START LISTED ENTRIES
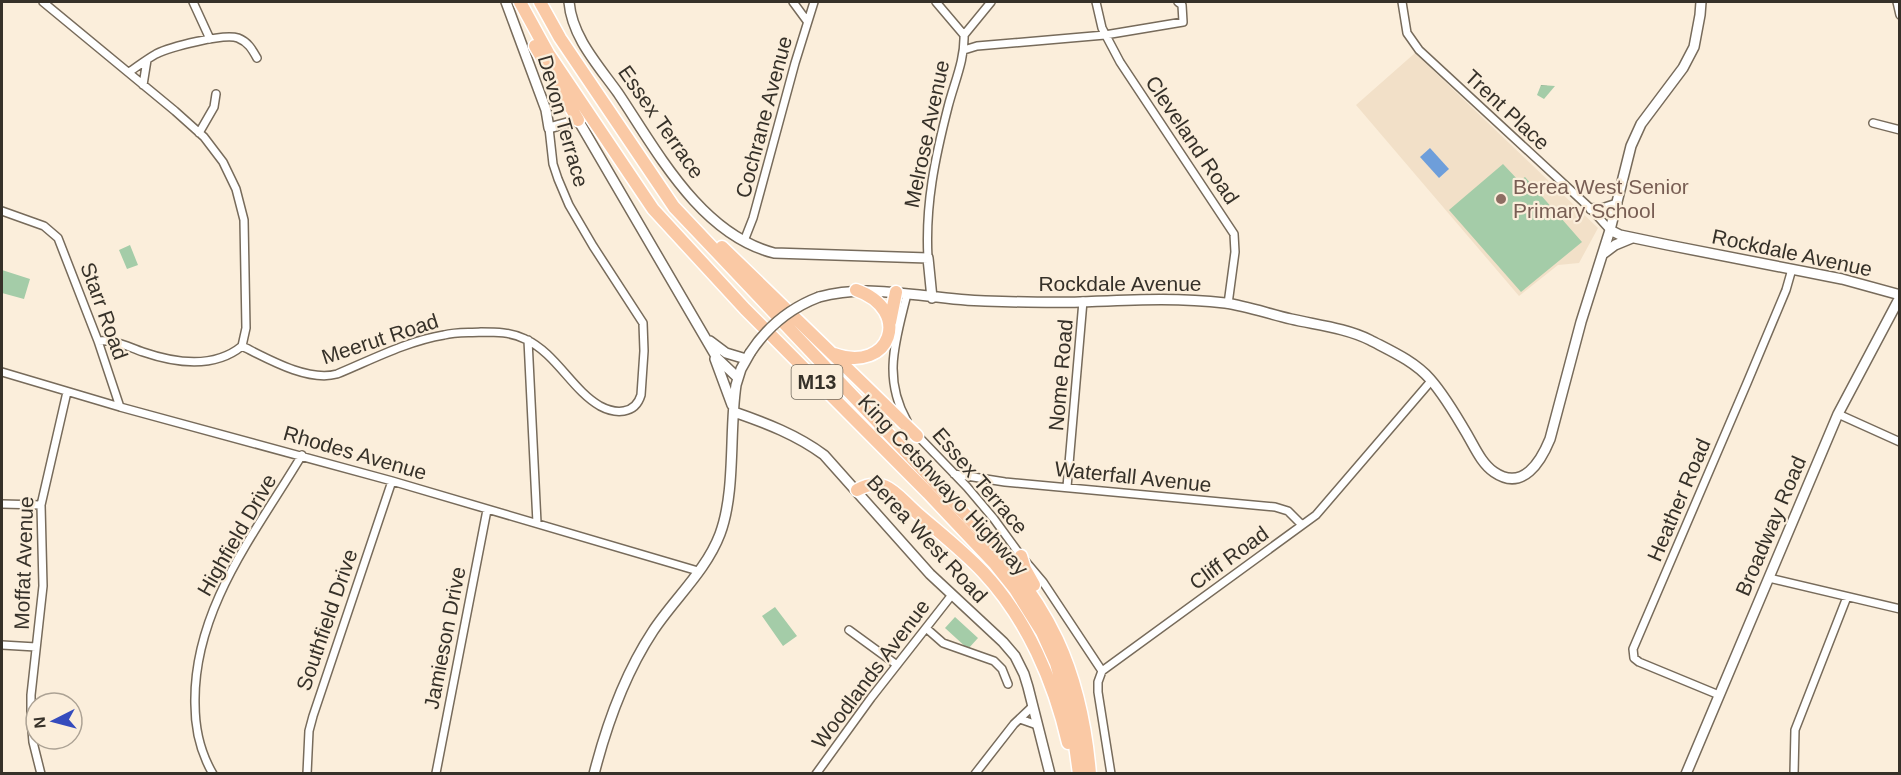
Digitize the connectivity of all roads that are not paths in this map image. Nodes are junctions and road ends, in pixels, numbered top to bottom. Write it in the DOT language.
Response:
graph roads {
  1 [pos="44,2"];
  2 [pos="193,2"];
  3 [pos="506,2"];
  4 [pos="514,2"];
  5 [pos="520,2"];
  6 [pos="540,2"];
  7 [pos="569,2"];
  8 [pos="793,2"];
  9 [pos="814,2"];
  10 [pos="936,2"];
  11 [pos="992,2"];
  12 [pos="1096,2"];
  13 [pos="1178,2"];
  14 [pos="1402,2"];
  15 [pos="1701,2"];
  16 [pos="1897,2"];
  17 [pos="1899,15"];
  18 [pos="807,21"];
  19 [pos="964,35"];
  20 [pos="1105,35"];
  21 [pos="210,39"];
  22 [pos="964,50"];
  23 [pos="257,58"];
  24 [pos="147,60"];
  25 [pos="129,72"];
  26 [pos="143,84"];
  27 [pos="216,94"];
  28 [pos="578,120"];
  29 [pos="1872,123"];
  30 [pos="549,128"];
  31 [pos="1899,130"];
  32 [pos="199,133"];
  33 [pos="657,184"];
  34 [pos="1617,204"];
  35 [pos="1591,209"];
  36 [pos="2,211"];
  37 [pos="1610,230"];
  38 [pos="1635,238"];
  39 [pos="744,241"];
  40 [pos="1602,255"];
  41 [pos="928,258"];
  42 [pos="1792,269"];
  43 [pos="856,290"];
  44 [pos="902,293"];
  45 [pos="1899,296"];
  46 [pos="932,298"];
  47 [pos="1083,302"];
  48 [pos="1228,304"];
  49 [pos="890,324"];
  50 [pos="706,338"];
  51 [pos="528,340"];
  52 [pos="98,341"];
  53 [pos="242,346"];
  54 [pos="830,352"];
  55 [pos="748,356"];
  56 [pos="2,372"];
  57 [pos="738,378"];
  58 [pos="1431,381"];
  59 [pos="67,392"];
  60 [pos="120,406"];
  61 [pos="734,412"];
  62 [pos="1838,414"];
  63 [pos="917,436"];
  64 [pos="1899,442"];
  65 [pos="303,455"];
  66 [pos="954,474"];
  67 [pos="392,481"];
  68 [pos="1067,487"];
  69 [pos="857,490"];
  70 [pos="2,504"];
  71 [pos="41,505"];
  72 [pos="487,510"];
  73 [pos="537,523"];
  74 [pos="1302,525"];
  75 [pos="1021,556"];
  76 [pos="698,571"];
  77 [pos="1769,578"];
  78 [pos="951,596"];
  79 [pos="1847,597"];
  80 [pos="1899,609"];
  81 [pos="926,628"];
  82 [pos="849,630"];
  83 [pos="2,645"];
  84 [pos="36,647"];
  85 [pos="897,665"];
  86 [pos="1102,671"];
  87 [pos="1008,684"];
  88 [pos="1719,695"];
  89 [pos="1033,706"];
  90 [pos="1083,717"];
  91 [pos="1020,719"];
  92 [pos="1038,725"];
  93 [pos="436,773"];
  94 [pos="41,774"];
  95 [pos="213,774"];
  96 [pos="307,774"];
  97 [pos="594,774"];
  98 [pos="816,774"];
  99 [pos="975,774"];
  100 [pos="1050,774"];
  101 [pos="1077,774"];
  102 [pos="1090,774"];
  103 [pos="1111,774"];
  104 [pos="1686,774"];
  105 [pos="1794,774"];
  1 -- 25 [label="street"];
  2 -- 21 [label="street"];
  3 -- 30 [label="street, Devon Terrace"];
  4 -- 28 [label="highway"];
  5 -- 101 [label="highway, King Cetshwayo Highway / M13"];
  6 -- 33 [label="highway, King Cetshwayo Highway / M13"];
  7 -- 39 [label="street, Essex Terrace"];
  8 -- 18 [label="street"];
  9 -- 18 [label="street, Cochrane Avenue"];
  10 -- 19 [label="street"];
  11 -- 19 [label="street"];
  12 -- 20 [label="street, Cleveland Road"];
  13 -- 20 [label="street, Melrose Avenue"];
  14 -- 35 [label="street, Trent Place"];
  15 -- 34 [label="street"];
  16 -- 17 [label="street"];
  18 -- 39 [label="street, Cochrane Avenue"];
  19 -- 22 [label="street, Melrose Avenue"];
  20 -- 22 [label="street, Melrose Avenue"];
  20 -- 48 [label="street, Cleveland Road"];
  21 -- 23 [label="street"];
  21 -- 24 [label="street"];
  22 -- 41 [label="street, Melrose Avenue"];
  24 -- 25 [label="street"];
  24 -- 26 [label="street"];
  25 -- 26 [label="street"];
  26 -- 32 [label="street"];
  27 -- 32 [label="street"];
  28 -- 30 [label="street"];
  28 -- 50 [label="street"];
  29 -- 31 [label="street"];
  30 -- 51 [label="street, Devon Terrace"];
  32 -- 53 [label="street"];
  33 -- 54 [label="highway"];
  33 -- 90 [label="highway, King Cetshwayo Highway / M13"];
  34 -- 35 [label="street"];
  34 -- 37 [label="street"];
  35 -- 37 [label="street, Trent Place"];
  36 -- 52 [label="street, Starr Road"];
  37 -- 38 [label="street, Rockdale Avenue"];
  37 -- 40 [label="street, Rockdale Avenue"];
  38 -- 40 [label="street"];
  38 -- 42 [label="street, Rockdale Avenue"];
  39 -- 41 [label="street, Essex Terrace"];
  40 -- 58 [label="street, Rockdale Avenue"];
  41 -- 46 [label="street, Melrose Avenue"];
  42 -- 45 [label="street, Rockdale Avenue"];
  42 -- 88 [label="street, Heather Road"];
  43 -- 44 [label="street, Rockdale Avenue"];
  43 -- 49 [label="highway"];
  43 -- 55 [label="street, Rockdale Avenue, bridge"];
  44 -- 46 [label="street, Rockdale Avenue"];
  44 -- 49 [label="highway"];
  44 -- 63 [label="street, Essex Terrace"];
  45 -- 62 [label="street, Broadway Road"];
  46 -- 47 [label="street, Rockdale Avenue"];
  47 -- 48 [label="street, Rockdale Avenue"];
  47 -- 68 [label="street, Nome Road"];
  48 -- 58 [label="street, Rockdale Avenue"];
  49 -- 54 [label="highway"];
  50 -- 55 [label="street"];
  50 -- 57 [label="street"];
  50 -- 61 [label="street"];
  51 -- 53 [label="street, Meerut Road"];
  51 -- 73 [label="street"];
  52 -- 53 [label="street"];
  52 -- 60 [label="street, Starr Road"];
  54 -- 63 [label="highway"];
  55 -- 57 [label="street, Rockdale Avenue"];
  56 -- 59 [label="street, Rhodes Avenue"];
  57 -- 61 [label="street, Rockdale Avenue"];
  58 -- 74 [label="street, Cliff Road"];
  59 -- 60 [label="street, Rhodes Avenue"];
  59 -- 71 [label="street, Moffat Avenue"];
  60 -- 65 [label="street, Rhodes Avenue"];
  61 -- 69 [label="street, Berea West Road"];
  61 -- 76 [label="street, Rockdale Avenue"];
  62 -- 64 [label="street"];
  62 -- 77 [label="street, Broadway Road"];
  63 -- 66 [label="street, Essex Terrace"];
  65 -- 67 [label="street, Rhodes Avenue"];
  65 -- 95 [label="street, Highfield Drive"];
  66 -- 68 [label="street, Waterfall Avenue"];
  66 -- 75 [label="street, Essex Terrace"];
  67 -- 72 [label="street, Rhodes Avenue"];
  67 -- 96 [label="street, Southfield Drive"];
  68 -- 74 [label="street, Waterfall Avenue"];
  69 -- 78 [label="street, Berea West Road"];
  69 -- 101 [label="highway"];
  70 -- 71 [label="street"];
  71 -- 84 [label="street, Moffat Avenue"];
  72 -- 73 [label="street, Rhodes Avenue"];
  72 -- 93 [label="street, Jamieson Drive"];
  73 -- 76 [label="street, Rhodes Avenue"];
  74 -- 86 [label="street, Cliff Road"];
  75 -- 86 [label="street, Essex Terrace"];
  75 -- 90 [label="highway"];
  76 -- 97 [label="street, Rockdale Avenue"];
  77 -- 79 [label="street"];
  77 -- 88 [label="street, Broadway Road"];
  78 -- 81 [label="street, Woodlands Avenue"];
  78 -- 89 [label="street, Berea West Road"];
  79 -- 80 [label="street"];
  79 -- 105 [label="street"];
  81 -- 85 [label="street, Woodlands Avenue"];
  81 -- 87 [label="street"];
  82 -- 85 [label="street"];
  83 -- 84 [label="street"];
  84 -- 94 [label="street, Moffat Avenue"];
  85 -- 98 [label="street, Woodlands Avenue"];
  86 -- 103 [label="street"];
  88 -- 104 [label="street, Broadway Road"];
  89 -- 91 [label="street"];
  89 -- 92 [label="street, Berea West Road"];
  90 -- 102 [label="highway, King Cetshwayo Highway / M13"];
  91 -- 92 [label="street"];
  91 -- 99 [label="street"];
  92 -- 100 [label="street, Berea West Road"];
}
END LISTED ENTRIES
- REQUIRED WORK: Look through the entries above and work out how many lines contain the string "Cetshwayo". Give that number alone.

- SOLUTION FOR THIS TASK: 4